#46 Correct TLS alignment.

Unstable (example)
CRT (12)

Moved from Bugs. https://sourceforge.net/tracker/?func=detail&aid=3474498&group_id=202880&atid=983354.

_tls_used offsets the start of the tls section by adding 1 to _tls_start.

I feel this is incorrect in two respects. The first is that _tls_start is defined as a char so adding 1 only increments by 1 byte.

Second secrel32 generates an offset from the start of the section. By offsetting from _tls_start the secrel32 offset becomes invalid and has the potential to allow access to invalid memory.

I also see no reason _tls_used should be placed in the TLS section. Other compilers treat is as read only and place it in .rdata.

See the included patch for my suggested changes.


  • Daniel Green

    Daniel Green - 2012-01-16

    Correct TLS alignment.

  • Kai Tietz

    Kai Tietz - 2012-01-17

    Hmm, I am aware that __tls_used should be in .rodata section. I will see what side-effects we get, if we move out of tls-section. The alignment of __tls_start had a reason, I will look into this tomorrow.
    I forgot about why, so it is good for taking a closer look into this, and if necessary adding some comments for it.

  • Daniel Green

    Daniel Green - 2012-01-17

    Windows, Win7 at least, will initialize the TLS section by copying the contents from the executable. This created problems when using secrel32 relocation to generate symbol offsets because of the +1.

    I referenced http://www.nynaeve.net/?p=183 when working on TLS.

  • Kai Tietz

    Kai Tietz - 2012-01-18

    So I looked into this. To move __tls_used into rodata is also proper in terms of pe-coff-specification, but has a side-effect in binutils AFAICS. The issue is that binutils sets the PE header-field TLS_DIRECTORY to the start of TLS-section. So we can't use this patch, as information in produced executables would be wrong about this directory-entry.
    The alignment issue mentioned here is true, but should be solved in different way. You patch would lead to the issue that start and end will have always a difference of 1, which might lead to issues here. Additionally we would have here an stray 0 at beginning of table, which is wrong too.

    So I would suggest to change instead simply the types of _tls_start and _tls_end to uintptr_t.
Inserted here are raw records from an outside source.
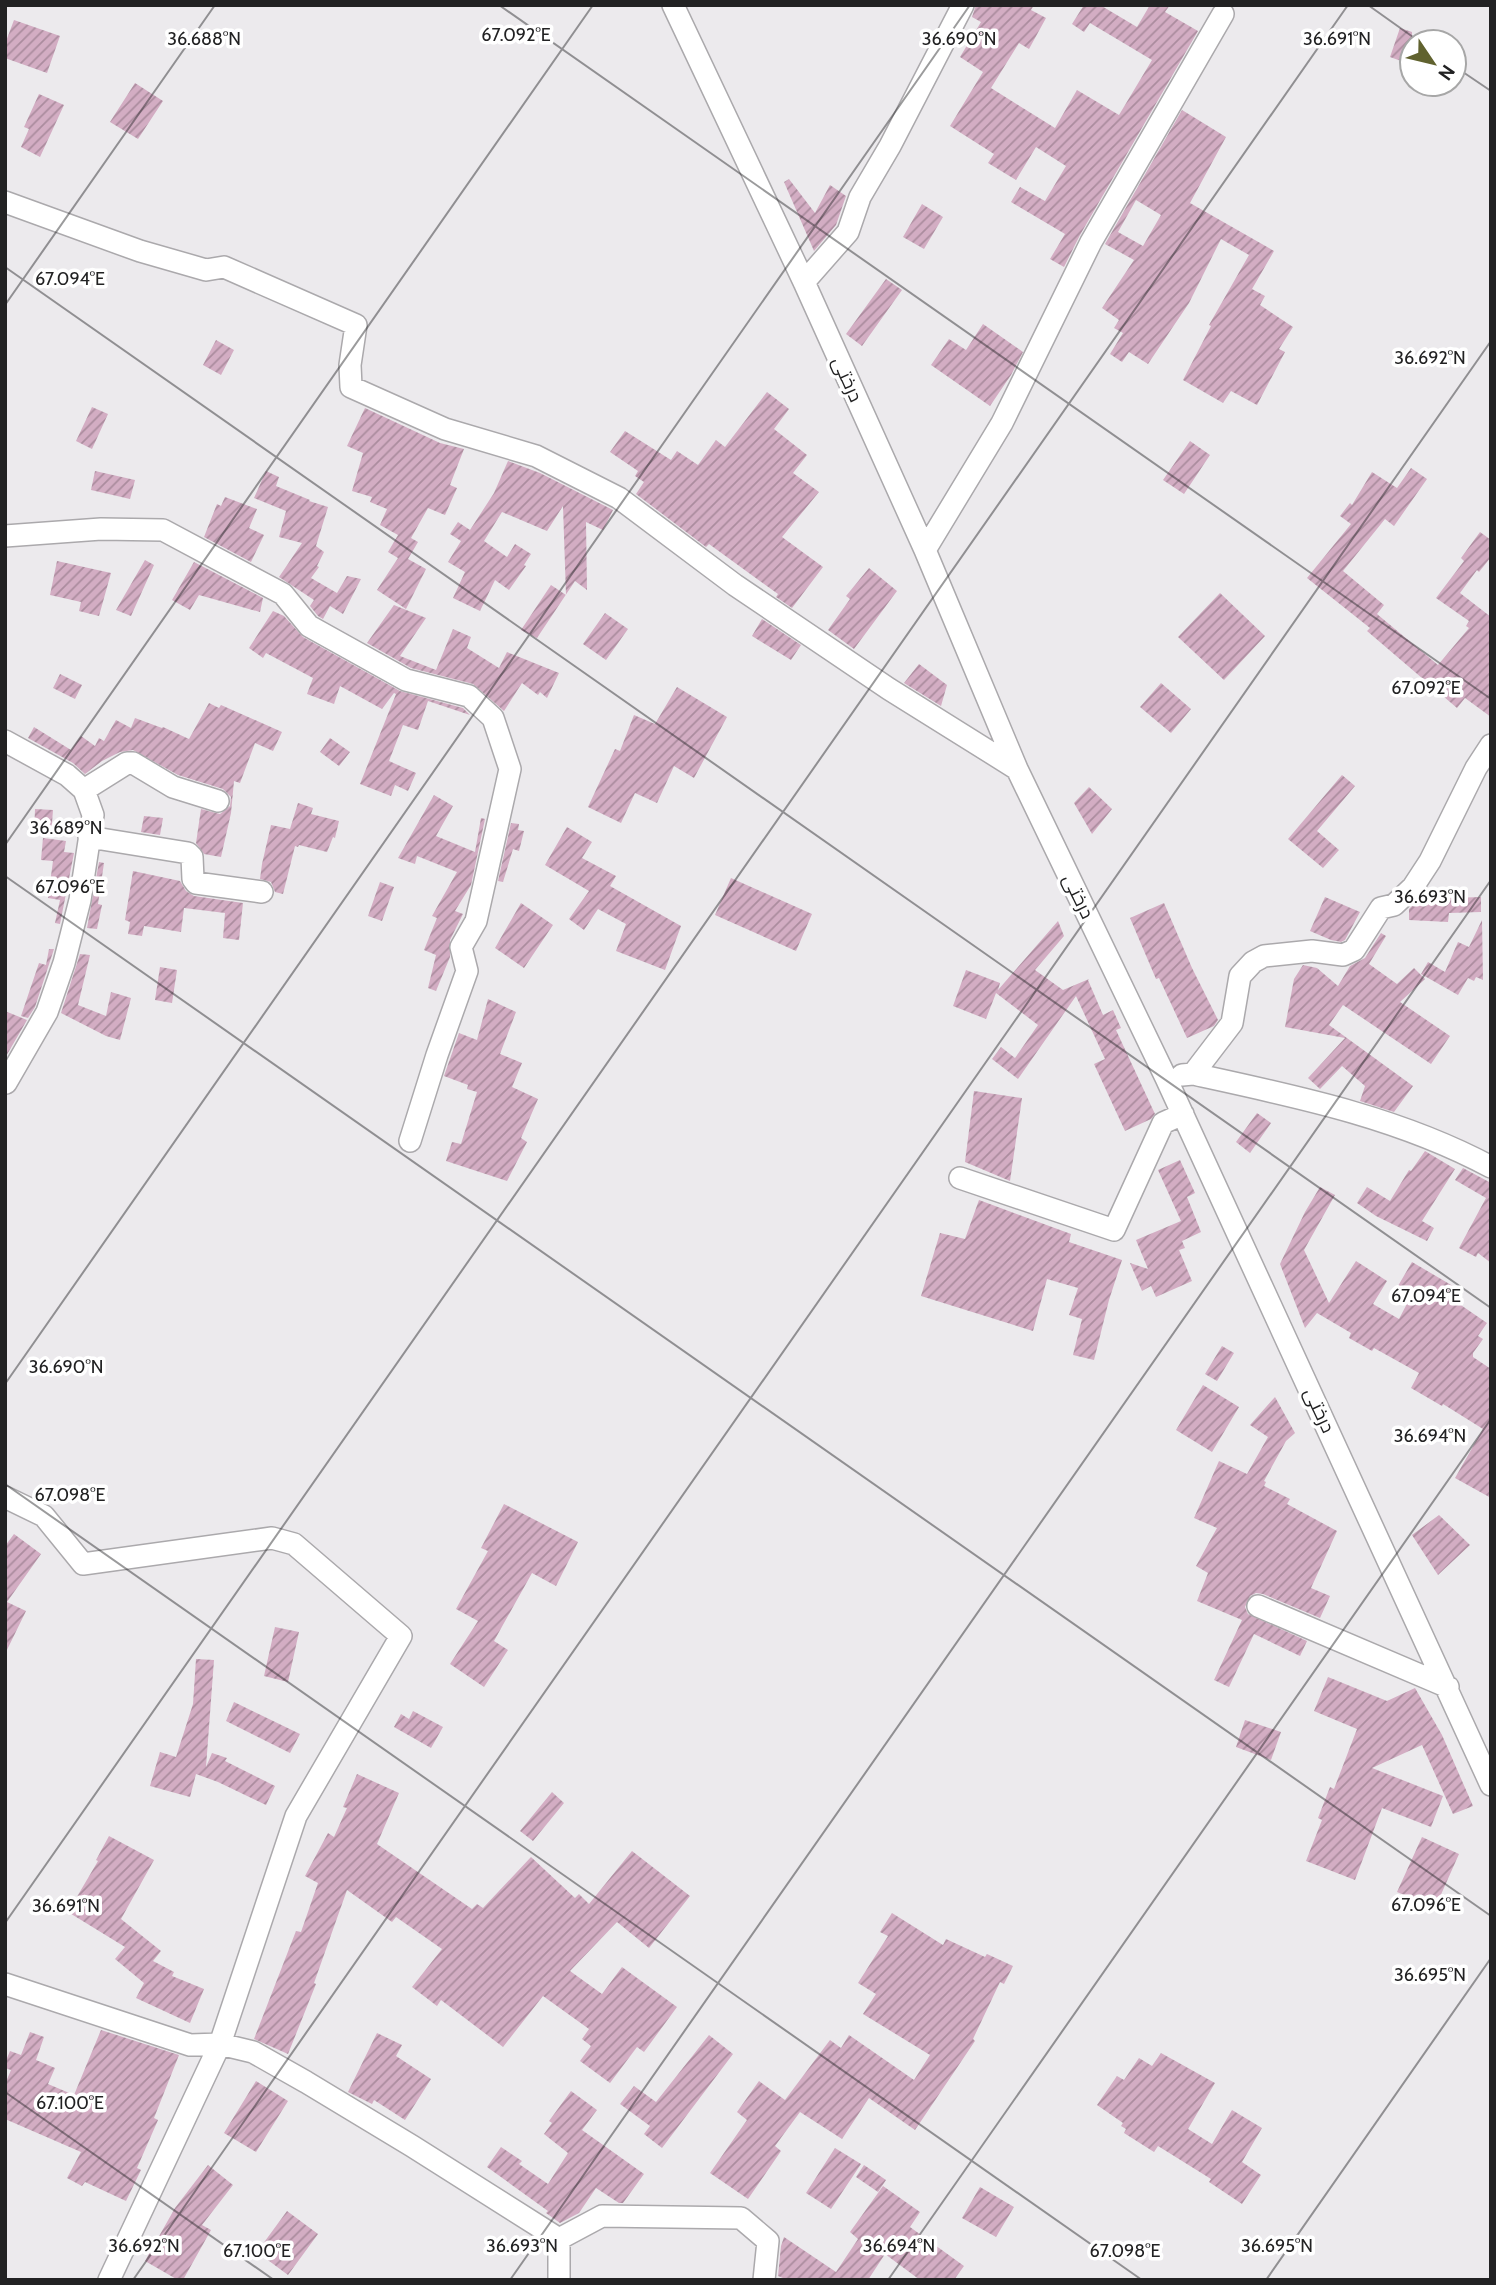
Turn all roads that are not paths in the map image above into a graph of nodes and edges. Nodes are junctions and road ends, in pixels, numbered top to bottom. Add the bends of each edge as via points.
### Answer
1 (673, 5) edge
2 (963, 5) edge
3 (1223, 14) dead end
4 (5, 202) edge
5 (804, 282) junction
6 (5, 536) edge
7 (925, 550) junction
8 (5, 741) edge
9 (1491, 746) edge
10 (1017, 768) junction
11 (84, 790) junction
12 (218, 801) dead end
13 (89, 836) junction
14 (262, 892) dead end
15 (1193, 1074) junction
16 (1166, 1078) junction
17 (6, 1083) edge
18 (1183, 1114) junction
19 (410, 1141) dead end
20 (1491, 1167) edge
21 (960, 1178) dead end
22 (5, 1497) edge
23 (1258, 1606) dead end
24 (1448, 1687) junction
25 (1491, 1785) edge
26 (5, 1984) edge
27 (220, 2044) junction
28 (559, 2239) junction
29 (109, 2280) edge
30 (559, 2280) edge
31 (764, 2280) edge

1 - 5 street, درختی
2 - 5 street via 860,197 848,232
3 - 7 street via 1091,242 1002,423
4 - 10 street via 206,271 224,267 356,325 351,387 444,429 536,456 619,498 746,592
5 - 7 street, درختی
6 - 19 street via 163,530 283,594 309,626 406,680 469,696 493,718 510,769 476,921 461,947 467,971
7 - 10 street, درختی
8 - 11 street via 67,775
9 - 15 street via 1430,861 1404,898 1381,908 1354,950 1343,955 1312,951 1264,956 1253,962 1240,976 1232,1023
10 - 16 street, درختی
11 - 12 street via 132,763 173,787
11 - 13 street via 93,815
13 - 14 street via 188,853 196,883
13 - 17 street via 80,900 64,963 47,1012
15 - 16 street
15 - 20 street via 1326,1103
16 - 18 street, درختی
18 - 21 street via 1163,1123 1114,1230
18 - 24 street, درختی
22 - 27 street via 44,1516 83,1564 272,1538 294,1544 401,1636 296,1816
23 - 24 street
24 - 25 street, درختی
26 - 27 street via 190,2045
27 - 28 street via 253,2052 306,2082
27 - 29 street
28 - 30 street
28 - 31 street via 602,2217 741,2218 768,2241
This should fix the alignment issue, too

  • Daniel Green

    Daniel Green - 2012-01-18

    Removing the stray 0 could break the use of secrel32 to generate TLS offsets. Looking at the pe-coff specification secrel32 appears to be the recommended(only?) way of doing so. To initialize TLS data Windows will copy the TLS section as defined by _tls_used. Since secrel32 will generate an offset from the start of the section and _tls_start is at the start of the section. When windows is told to load _tls_used+1, the secrel32 offset becomes invalid. I'll verify this occurs when the offset is 4 bytes and not 1. I have verified that if the offset is removed secrel32 will produce correct data.

    __declspec (thread) int tlsFlag[2] = {4, 8}; // secrel32 of tlsFlag will point to index 1(value = 8) instead of index 0(value = 4)

    Is it possible that TLS_DIRECTORY and _tls_used are less related. Section 5.7 of the pe-coff specification Revision 8.2 provided by Microsoft states that the linker will use the data in __tls_used to create the TLS Directory.

    That seems to suggest that the linker is merely using __tls_used to help create the TLS directory. Do you have any idea what kind side-effects would be generated. It may be luck but I've tested TLS access with both 32-bit and 64-bit executables and have not noticed any side effects.

    The D language makes heavy use of TLS and the testsuite has ran successfully with the GDC version of the compiler utilizing a patched mingw-w64 runtime.

  • Daniel Green

    Daniel Green - 2012-01-18

    Offsetting __tls_start does indeed break secrel32 offsets.

    I would like to cite http://www.nynaeve.net/?p=183 .

    "Thread Local Storage, part 3". You will find a definition for _tls_used that doesn't offset _tls_start.

    "Thread Local Storage, part 4". You will find generated assembly to access a TLS variable as well as a dump of what the linker does. The stray 0 is there and the offset of their example variable is 4. The offset that would be generated by secrel32 is 4.

    These reasons leads me to believe that the stray 0 at the start is correct and essential.

    I am happy to provide any assistance needed in assessing how the changes made here will affect TLS. GCC doesn't at this time support native TLS. So it will need to be done with assembler or with the D compiler I referenced earlier.

  • Kai Tietz

    Kai Tietz - 2014-03-12
    • status: open --> closed-fixed
    • Group: --> Unstable (example)
  • Kai Tietz

    Kai Tietz - 2014-03-12

    Issue got already fixed. If problem still exists please don't hesitate to reopen this issue.